All entries below are to be copied precisely as they appear.

* * * *

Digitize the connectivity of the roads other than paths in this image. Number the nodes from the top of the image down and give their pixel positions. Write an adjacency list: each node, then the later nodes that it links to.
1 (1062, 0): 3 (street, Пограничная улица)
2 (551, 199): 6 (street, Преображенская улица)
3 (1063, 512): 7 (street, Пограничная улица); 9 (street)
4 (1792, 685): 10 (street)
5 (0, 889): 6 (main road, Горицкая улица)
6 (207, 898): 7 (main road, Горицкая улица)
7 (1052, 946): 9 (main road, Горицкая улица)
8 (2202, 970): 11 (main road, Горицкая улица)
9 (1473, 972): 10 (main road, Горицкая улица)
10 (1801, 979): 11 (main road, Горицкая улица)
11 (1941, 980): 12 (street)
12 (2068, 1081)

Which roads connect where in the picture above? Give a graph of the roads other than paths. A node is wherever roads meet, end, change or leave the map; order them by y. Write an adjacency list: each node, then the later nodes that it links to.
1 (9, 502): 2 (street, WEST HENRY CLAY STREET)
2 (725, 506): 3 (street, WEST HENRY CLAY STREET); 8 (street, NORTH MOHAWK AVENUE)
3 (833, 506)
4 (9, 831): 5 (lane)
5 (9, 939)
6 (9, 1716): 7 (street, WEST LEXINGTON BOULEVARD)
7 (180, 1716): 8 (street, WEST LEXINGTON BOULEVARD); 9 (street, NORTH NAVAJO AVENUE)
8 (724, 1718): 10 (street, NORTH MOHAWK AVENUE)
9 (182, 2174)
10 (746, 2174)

* * * *

Completed exercise:
Digitize the connectivity of the roads other than paths in this image. Number the nodes from the top of the image down and give their pixel positions. Write an adjacency list: each node, then the later nodes that it links to.
1 (1062, 0): 3 (street, Пограничная улица)
2 (551, 199): 6 (street, Преображенская улица)
3 (1063, 512): 7 (street, Пограничная улица); 9 (street)
4 (1792, 685): 10 (street)
5 (0, 889): 6 (main road, Горицкая улица)
6 (207, 898): 7 (main road, Горицкая улица)
7 (1052, 946): 9 (main road, Горицкая улица)
8 (2202, 970): 11 (main road, Горицкая улица)
9 (1473, 972): 10 (main road, Горицкая улица)
10 (1801, 979): 11 (main road, Горицкая улица)
11 (1941, 980): 12 (street)
12 (2068, 1081)

Which roads connect where in the picture above? Give a graph of the roads other than paths. A node is wherever roads meet, end, change or leave the map; order them by y. Write an adjacency list: each node, then the later nodes that it links to.
1 (9, 502): 2 (street, WEST HENRY CLAY STREET)
2 (725, 506): 3 (street, WEST HENRY CLAY STREET); 8 (street, NORTH MOHAWK AVENUE)
3 (833, 506)
4 (9, 831): 5 (lane)
5 (9, 939)
6 (9, 1716): 7 (street, WEST LEXINGTON BOULEVARD)
7 (180, 1716): 8 (street, WEST LEXINGTON BOULEVARD); 9 (street, NORTH NAVAJO AVENUE)
8 (724, 1718): 10 (street, NORTH MOHAWK AVENUE)
9 (182, 2174)
10 (746, 2174)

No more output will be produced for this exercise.